CIENCIA Y TECNOLOGÍA

La batalla de América Latina contra la cocaína podría recibir refuerzos diminutos: moscas

Las moscas de la fruta—apenas más grandes que una coma—están reescribiendo la historia de la investigación sobre la cocaína. Su aversión innata a la droga está guiando a científicos latinoamericanos hacia los genes que impulsan la dependencia humana, lo que sugiere posibles tratamientos que algún día podrían aflojar el control centenario de la cocaína en la región.


Cuerpos diminutos, vastos mapas genéticos

Toma un frasco de laboratorio y verás a Drosophila melanogaster correteando por el vidrio. A simple vista no parece nada especial. Pero los biólogos moleculares recuerdan que estos insectos comparten cerca de tres cuartas partes de los genes vinculados a la adicción humana. Esa coincidencia, detallada este año en el Journal of Neuroscience, los convierte en sustitutos ágiles de los humanos: se reproducen en días, cuestan centavos en alimentación y aceptan modificaciones genéticas con la misma naturalidad con que las personas aceptan una taza de café.

¿La sorpresa? Dales a elegir entre azúcar común y azúcar con cocaína, y se alejan de la droga cada vez. “Las moscas actúan como si la cocaína fuera ácido de batería”, bromeó el psiquiatra Adrian Rothenfluh en una entrevista con EFE. Su equipo en la Universidad de Utah descubrió que solo cuando los científicos silenciaron las neuronas del gusto amargo en los insectos, estos volvieron por una nueva dosis—confirmando que un solo circuito sensorial puede sofocar una vía de recompensa que, de otro modo, sería poderosa. En humanos, ese circuito está atenuado; en moscas, grita “peligro”.


El código del amargor

¿Por qué la diferencia tan drástica? Las moscas saborean con sus patas e incluso con los cortos “brazos” que tienen bajo la cabeza. En cuanto esas extremidades tocan cristales de cocaína, los receptores del sabor amargo se activan, inundan el cerebro con señales de rechazo, y el insecto se aleja. Cuando el laboratorio de Rothenfluh atenuó genéticamente ese receptor, las moscas se comportaron como debutantes en una fiesta—probando azúcar con cocaína dentro de las 16 horas posteriores a la exposición.

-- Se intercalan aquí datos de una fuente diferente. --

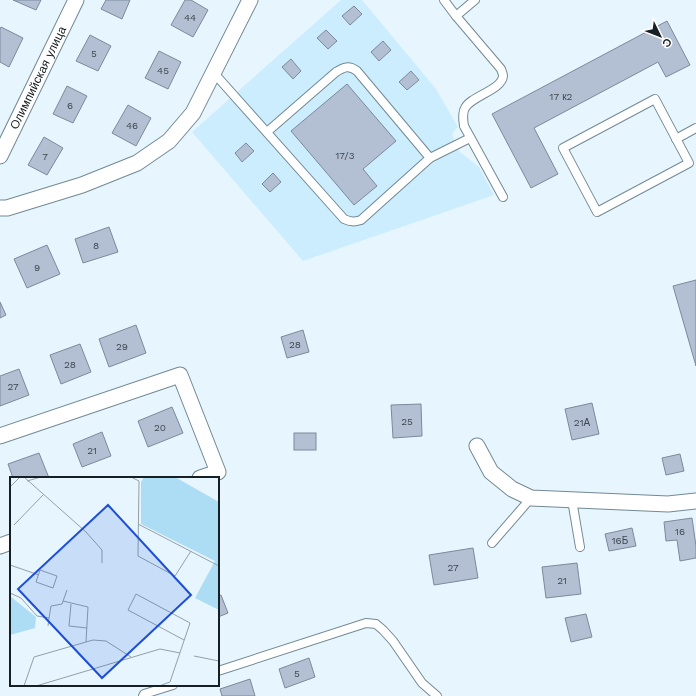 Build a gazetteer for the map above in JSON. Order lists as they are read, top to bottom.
{
  "streets": {
    "street": ["Олимпийская улица"]
  },
  "house_numbers": [
    "44",
    "5",
    "45",
    "17 к2",
    "6",
    "46",
    "17/3",
    "7",
    "8",
    "9",
    "28",
    "29",
    "28",
    "27",
    "25",
    "21А",
    "20",
    "21",
    "16",
    "16Б",
    "27",
    "21",
    "5"
  ],
  "north": "bottom right"
} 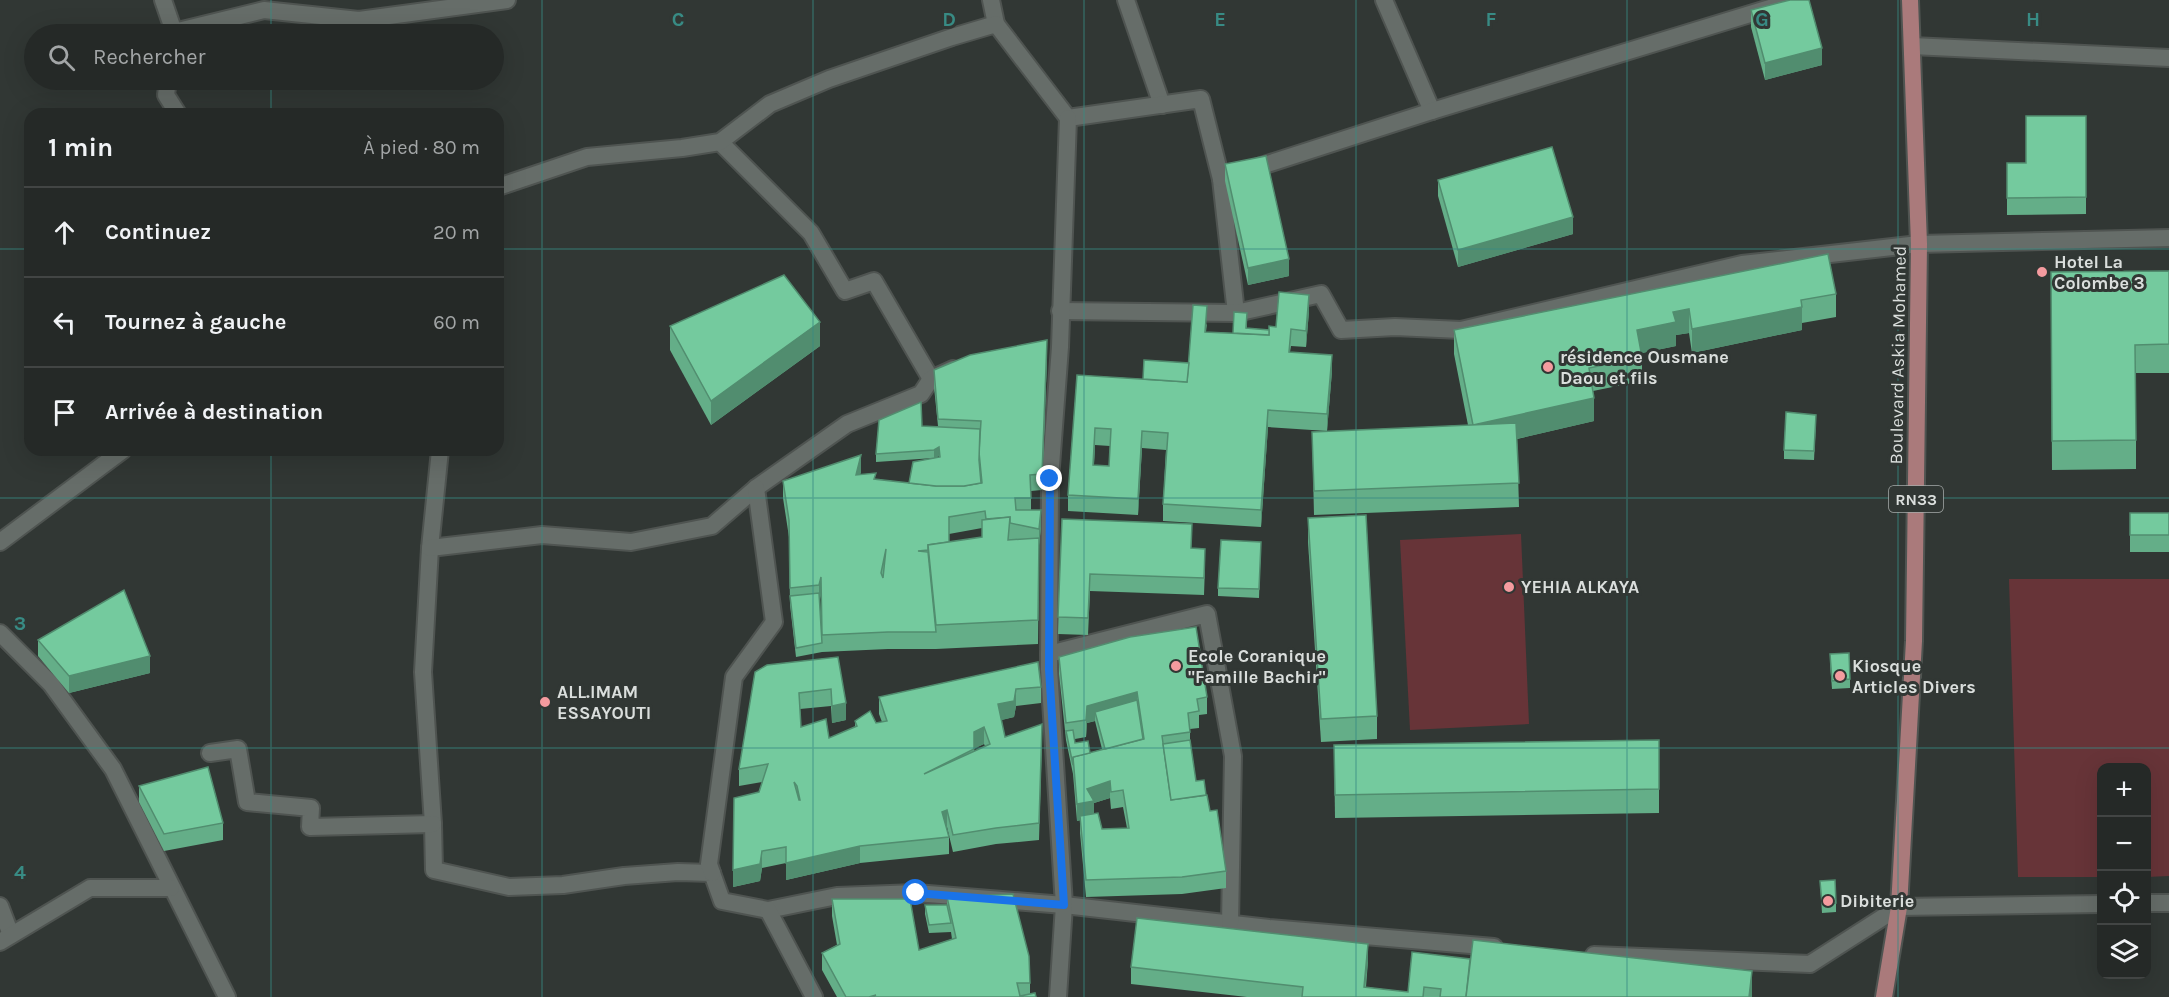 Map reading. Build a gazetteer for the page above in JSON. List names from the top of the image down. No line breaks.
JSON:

En cuanto a la conducta, los paralelismos son inquietantes: dosis bajas hacen que las moscas giren en círculos alrededor de sus frascos; dosis altas las dejan inmóviles, imitando una sobredosis humana. Su escala diminuta permite a los investigadores intercambiar genes individuales, observando cómo surgen o desaparecen los impulsos. Cada ajuste revela un fragmento del laberinto bioquímico que, en humanos, alimenta los atracones compulsivos. “Es como seguir tubos de neón en una habitación oscura”, dijo Rothenfluh. “Apagas una luz y ves qué queda”.

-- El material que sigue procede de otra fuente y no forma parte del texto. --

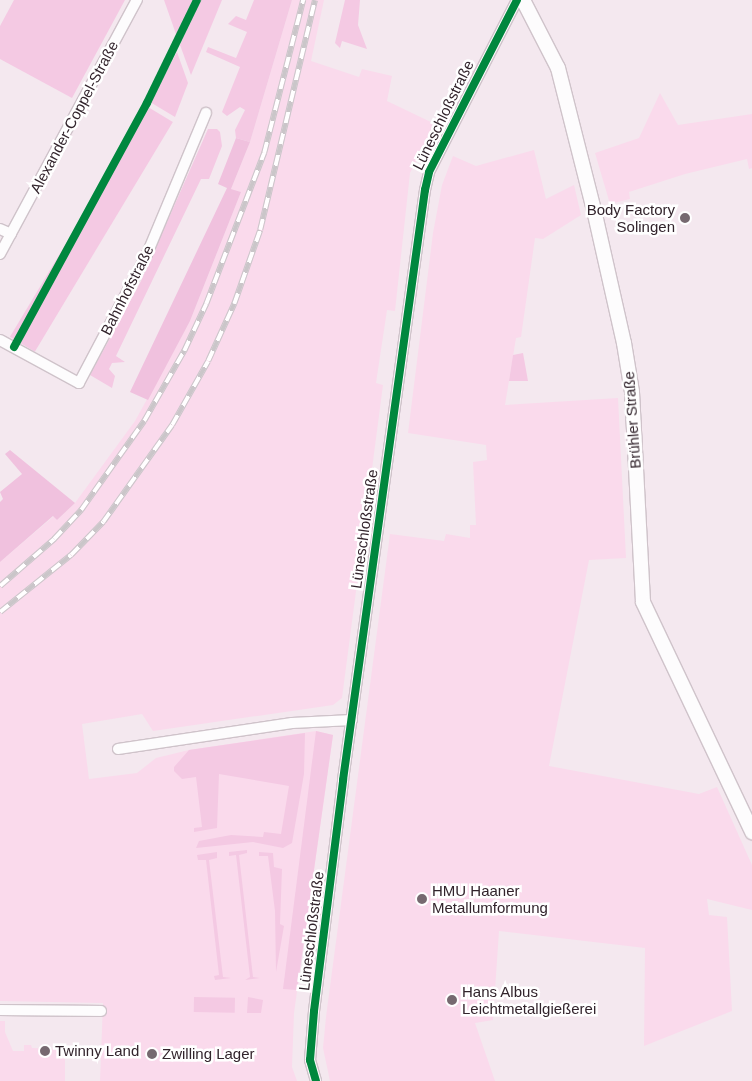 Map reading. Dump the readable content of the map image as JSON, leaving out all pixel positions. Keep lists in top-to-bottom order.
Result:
{
  "streets": {
    "main road": ["Brühler Straße"],
    "street": ["Lüneschloßstraße", "Alexander-Coppel-Straße", "Bahnhofstraße"]
  },
  "places": [
    "Body Factory Solingen",
    "HMU Haaner Metallumformung",
    "Hans Albus Leichtmetallgießerei",
    "Twinny Land",
    "Zwilling Lager"
  ]
} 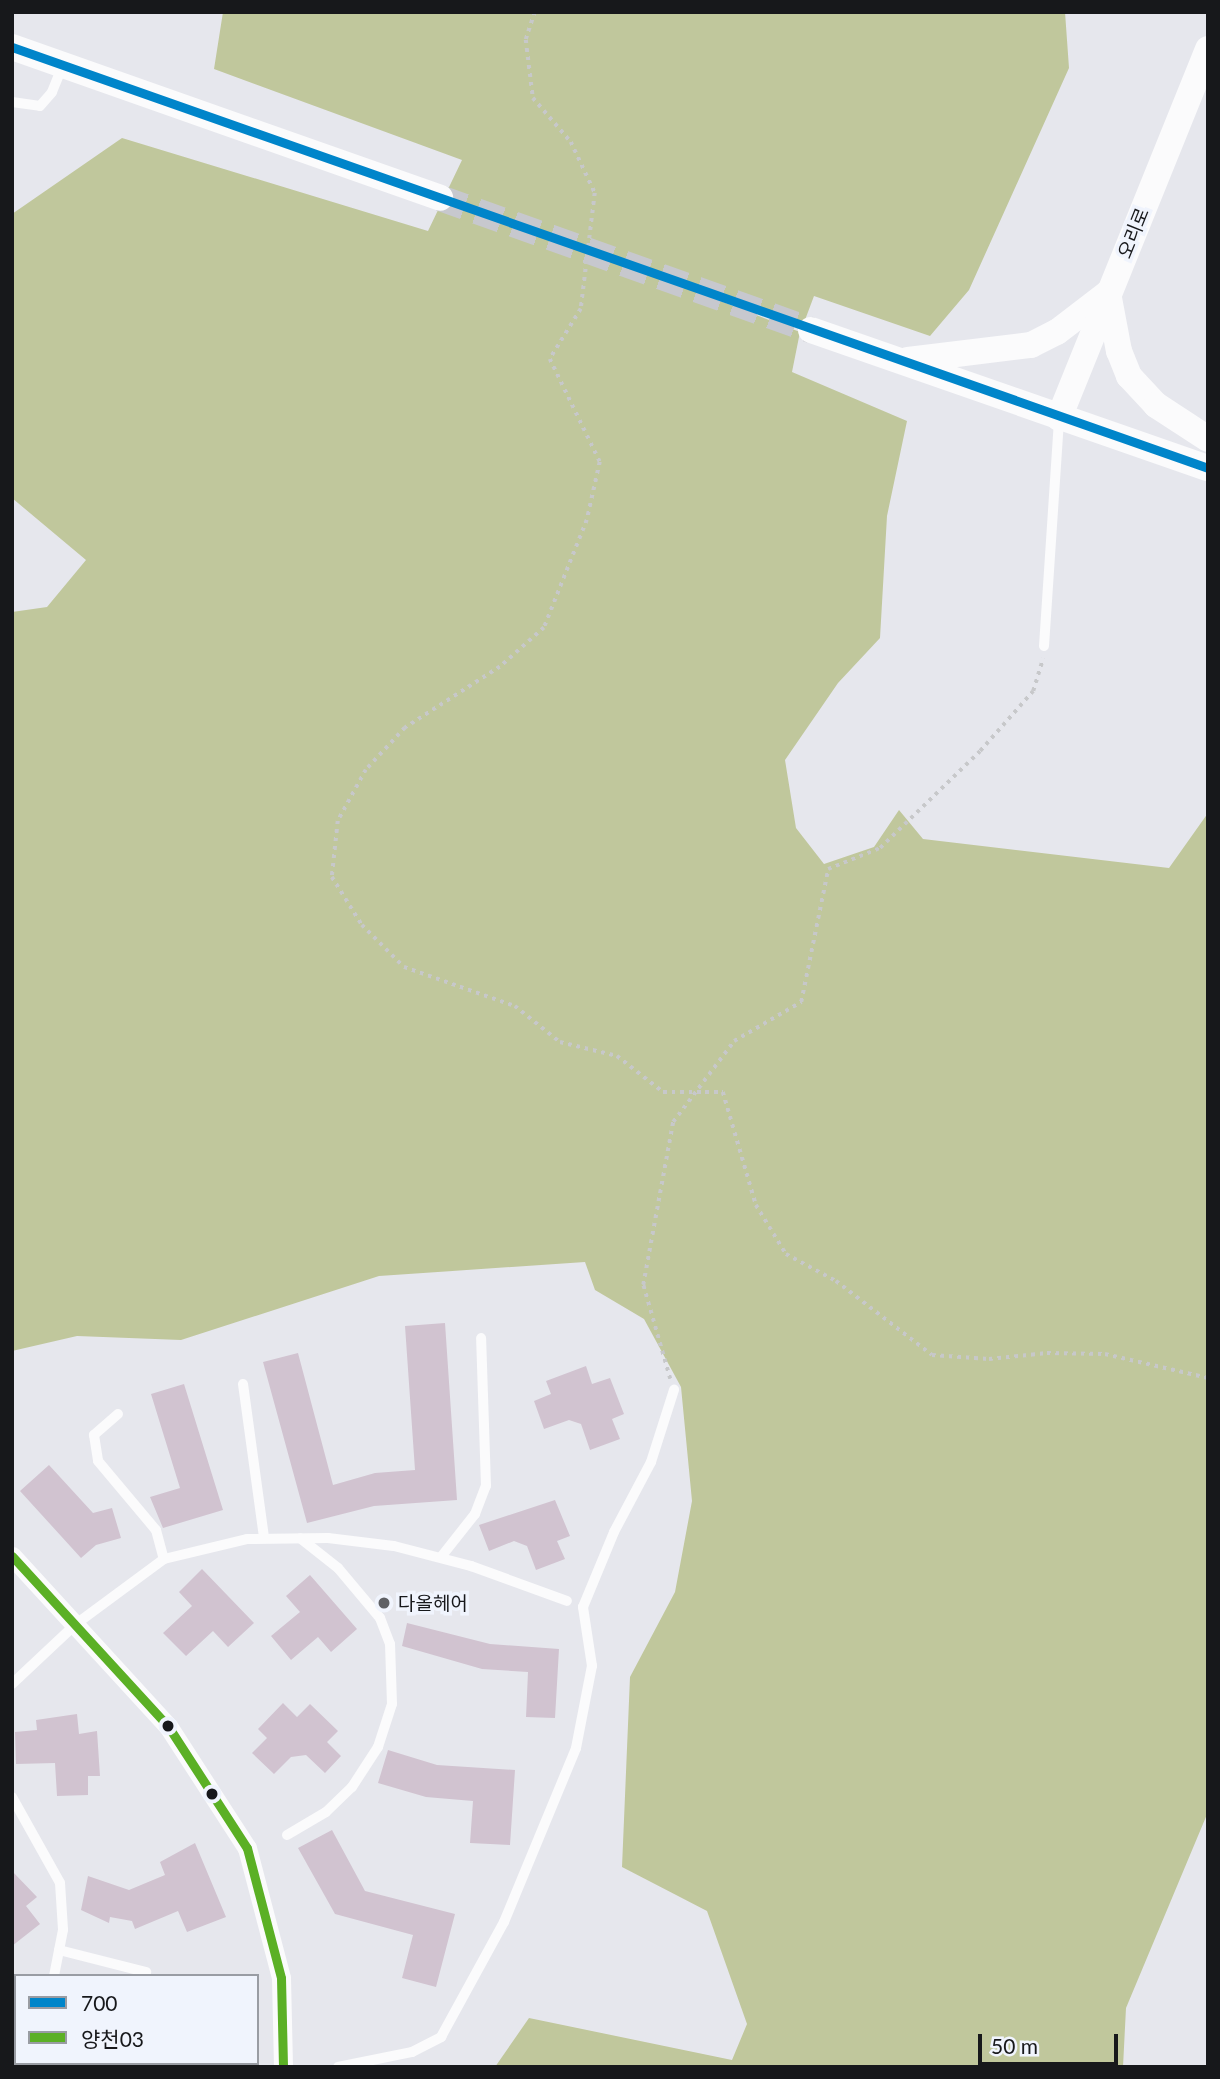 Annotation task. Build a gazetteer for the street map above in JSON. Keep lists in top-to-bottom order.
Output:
{
  "streets": {
    "main road": ["오리로"]
  },
  "places": ["다올헤어"],
  "lines": ["transit line 700", "transit line 양천03"],
  "legend": ["700", "양천03"],
  "scale_bar": "50 m"
}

La larga sombra latinoamericana

En los Andes, las implicaciones son personales. El historiador Paul Gootenberg señala que los pueblos indígenas masticaban hojas de coca para obtener energía desde hace milenios, mucho antes de que los químicos occidentales refinaran la cocaína a fines del siglo XIX. Para la década de 1980, los laboratorios colombianos y peruanos exportaban toneladas del polvo blanco, financiando carteles que aún acechan barrios desde Medellín hasta Chiclayo. Estudios de salud pública de la Universidad de los Andes muestran un consumo local en aumento junto con el comercio global—poniendo al límite a clínicas de tratamiento y sistemas penitenciarios.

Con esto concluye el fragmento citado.